Although solar plants on freshwater sites are expected to continue to expand globally, some of these concerns, and the potential of offshore projects, are helping to drive activity in the offshore sector. China’s Ministry of Science and Technology has made it a key priority to develop near-shore floating technologies by 2025, while companies such as Sungrow are among those collaborating with researchers.
Ocean-based solar arrays that can handle waves of up to four meters could be ready for commercial deployment within a year, and systems capable of withstanding 10-meter-high waves will take at least three years to perfect , according to Ocean Sun. Viable technology could be ready within a year or two, according to Southern University’s Zeng, who is also studying offshore developments.
Developers are experimenting with different concepts. Ocean Sun’s ring-shaped floats, made of high-density plastic tubes and a membrane with panels distributed over the surface, undulate with the movement of the waves. SolarDuck AS, based in Rotterdam, mounts panels on triangular platforms and has agreements to test its systems, including in Tokyo Bay and at a project off the coast of Tioman Island in Malaysia.
Questions remain about the ultimate scale of the offshore solar market. Developing offshore panels could be about 40 percent more expensive thanks to more complex installations and costly undersea cables, according to BloombergNEF estimates. Unlike offshore wind, which produces more power than onshore farms due to stronger gusts and larger turbines, there is no significant benefit to power generation in harvesting the sun’s rays at sea compared to earth.

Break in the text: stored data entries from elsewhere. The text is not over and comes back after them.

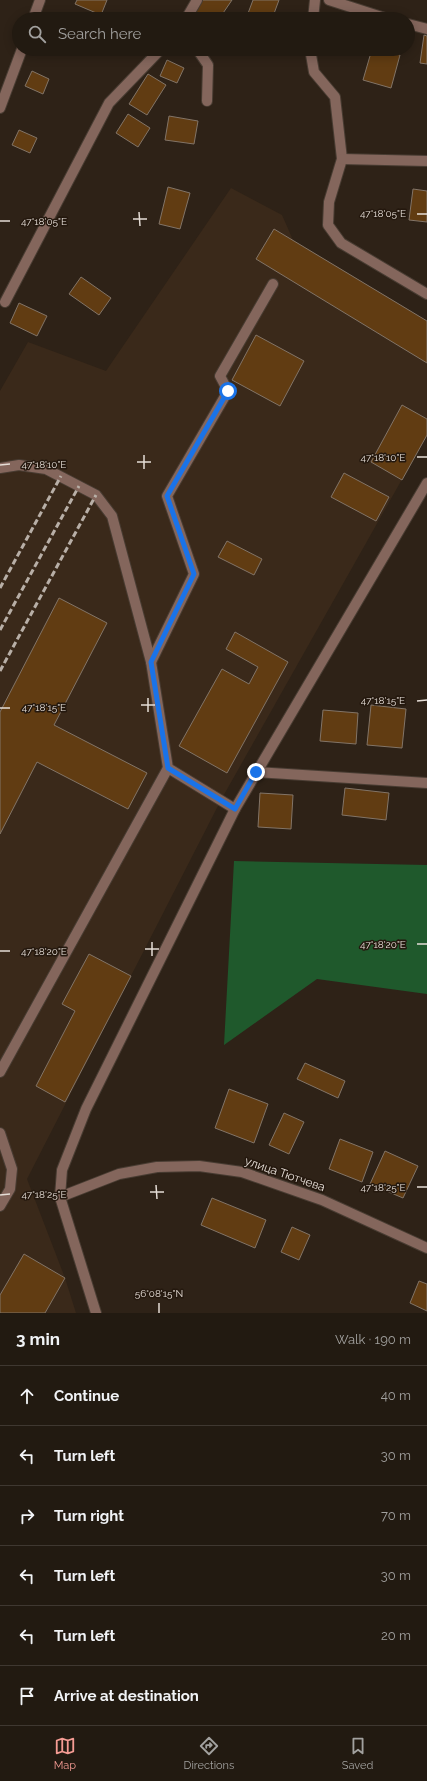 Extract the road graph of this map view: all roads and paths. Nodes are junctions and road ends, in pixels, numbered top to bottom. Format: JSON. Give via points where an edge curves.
{"nodes":[{"id":1,"x":40,"y":0,"type":"edge"},
{"id":2,"x":197,"y":0,"type":"edge"},
{"id":3,"x":315,"y":0,"type":"edge"},
{"id":4,"x":329,"y":0,"type":"edge"},
{"id":5,"x":36,"y":12,"type":"edge"},
{"id":6,"x":190,"y":12,"type":"edge"},
{"id":7,"x":314,"y":12,"type":"edge"},
{"id":8,"x":366,"y":12,"type":"edge"},
{"id":9,"x":415,"y":26,"type":"edge"},
{"id":10,"x":427,"y":29,"type":"edge"},
{"id":11,"x":19,"y":56,"type":"edge"},
{"id":12,"x":154,"y":56,"type":"edge"},
{"id":13,"x":202,"y":56,"type":"edge"},
{"id":14,"x":311,"y":56,"type":"edge"},
{"id":15,"x":207,"y":101,"type":"dead end"},
{"id":16,"x":0,"y":108,"type":"edge"},
{"id":17,"x":342,"y":159,"type":"junction"},
{"id":18,"x":427,"y":161,"type":"edge"},
{"id":19,"x":273,"y":284,"type":"dead end"},
{"id":20,"x":427,"y":294,"type":"edge"},
{"id":21,"x":5,"y":302,"type":"dead end"},
{"id":22,"x":0,"y":468,"type":"edge"},
{"id":23,"x":427,"y":483,"type":"edge"},
{"id":24,"x":151,"y":662,"type":"junction"},
{"id":25,"x":168,"y":768,"type":"junction"},
{"id":26,"x":256,"y":772,"type":"junction"},
{"id":27,"x":427,"y":783,"type":"edge"},
{"id":28,"x":235,"y":809,"type":"junction"},
{"id":29,"x":0,"y":1072,"type":"edge"},
{"id":30,"x":0,"y":1133,"type":"edge"},
{"id":31,"x":60,"y":1197,"type":"junction"},
{"id":32,"x":0,"y":1206,"type":"edge"},
{"id":33,"x":427,"y":1248,"type":"edge"},
{"id":34,"x":96,"y":1313,"type":"edge"}],
"edges":[{"from":1,"to":5,"type":"street"},
{"from":2,"to":6,"type":"street"},
{"from":3,"to":7,"type":"street"},
{"from":4,"to":8,"type":"street"},
{"from":9,"to":10,"type":"street"},
{"from":11,"to":16,"type":"street"},
{"from":12,"to":21,"type":"street","via":[[109,103]]},
{"from":13,"to":15,"type":"street","via":[[208,65]]},
{"from":14,"to":17,"type":"street","via":[[314,72],[335,97]]},
{"from":17,"to":18,"type":"street"},
{"from":17,"to":20,"type":"street","via":[[329,202],[328,225],[340,243]]},
{"from":19,"to":24,"type":"street","via":[[220,376],[228,391],[167,496],[194,574]]},
{"from":22,"to":24,"type":"street","via":[[19,465],[46,469],[96,495],[112,516]]},
{"from":23,"to":26,"type":"street"},
{"from":24,"to":25,"type":"street"},
{"from":25,"to":28,"type":"street"},
{"from":25,"to":29,"type":"street"},
{"from":26,"to":27,"type":"street"},
{"from":26,"to":28,"type":"street"},
{"from":28,"to":31,"type":"street","via":[[86,1109],[62,1170]]},
{"from":30,"to":32,"type":"street","via":[[12,1169],[10,1189]]},
{"from":31,"to":33,"type":"street","name":"улица Тютчева","via":[[119,1174],[157,1167],[199,1166],[242,1172],[322,1200]]},
{"from":31,"to":34,"type":"street"}]}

“Offshore solar in some ways is the worst of both worlds,” said Cosimo Ries, an analyst at Trivium China. “You get the higher installation costs, but you don’t get the higher power output.” Offshore solar is likely to end up being a niche sector, serving mostly landlocked coastal cities like Singapore, Ries said.
Proponents insist the technology is improving rapidly and will gain a role in helping nations with large populations and land shortages curb emissions and, for many developing economies, meet still-growing energy demand.
Longi Green Energy Technology Co., the world’s largest panel producer, is developing modules especially suited to sea conditions and has a study underway in Jiangsu province. While it now sees the size of the market as limited, there is “relatively large potential for offshore solar,” the company said in a March conference presentation in Xiamen.
China alone has the potential to host about 700 gigawatts of offshore solar, about the same electricity generation capacity as India and Japan combined, according to a state energy investment forecast.
“It won’t be difficult,” said Zeng of Southern University. “People haven’t realized the potential it has yet.”